March 18, 2019

|Daniel A. White

The appalling national debt is a common theme here, and there’s new cause for celebration because it hit a new milestone recently – $22 trillion!

To get there, the debt is jumping at more than $30 billion per month. Plus, the Congressional Budget Office says budget deficits will top $1 trillion per year, every year, beginning in 2020.

All this puts us further down a path of financial instability…and nobody cares.

Regardless of which party is in control, federal spending increases every year. The enormity of our national debt or annual budget deficits is of little concern to politicians.

And every day Americans don’t care either. In fact, most people are wholly unaware.

But at some point, higher interest rates (driven by debt) will capture everyone’s attention. From mortgages to bonds to loans, people will feel it sooner or later.

What’s driving the debt?

  • Our aging population
  • Rising healthcare costs
  • Growing national debt interest
  • Insufficient tax revenue

Perhaps it all means our government is too big and spends too much money.
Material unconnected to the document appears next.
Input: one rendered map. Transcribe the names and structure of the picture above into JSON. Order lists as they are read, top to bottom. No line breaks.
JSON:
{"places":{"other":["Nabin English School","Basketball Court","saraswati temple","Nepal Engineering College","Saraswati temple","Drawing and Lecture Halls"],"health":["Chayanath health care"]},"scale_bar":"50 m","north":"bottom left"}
Maybe one day politicians will face their worst fears – that the debt will have to be solved through spending cuts and tax increases. Until then, they take the easier option of spending.
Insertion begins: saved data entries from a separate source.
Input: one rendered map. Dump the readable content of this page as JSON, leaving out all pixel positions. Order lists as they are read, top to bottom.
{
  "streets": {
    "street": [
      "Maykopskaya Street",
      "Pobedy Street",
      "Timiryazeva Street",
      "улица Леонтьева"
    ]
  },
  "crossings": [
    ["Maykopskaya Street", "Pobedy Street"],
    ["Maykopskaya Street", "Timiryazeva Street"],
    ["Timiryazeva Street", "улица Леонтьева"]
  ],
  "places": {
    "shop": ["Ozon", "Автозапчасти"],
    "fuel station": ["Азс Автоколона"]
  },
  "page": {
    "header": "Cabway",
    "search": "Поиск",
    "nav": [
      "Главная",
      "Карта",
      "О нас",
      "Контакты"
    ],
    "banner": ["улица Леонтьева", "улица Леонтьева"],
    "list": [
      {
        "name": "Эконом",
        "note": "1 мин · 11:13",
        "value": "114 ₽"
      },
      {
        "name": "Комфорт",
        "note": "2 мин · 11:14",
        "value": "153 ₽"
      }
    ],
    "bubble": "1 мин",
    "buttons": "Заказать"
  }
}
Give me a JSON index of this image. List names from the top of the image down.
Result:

Lastly, our debt-to-gross domestic product (GDP) ratio is currently more than 100 percent. That means the value of our debt is greater than the value of what we produce economically.

Going back to 1800, when the debt-to-GDP ratio of an advanced economy eclipses 90 percent, typically a slowdown of 1.2 percent occurs.

Clearly, the weight of this debt is heavy. We’ll incur it until we do something. The first step is caring enough to act.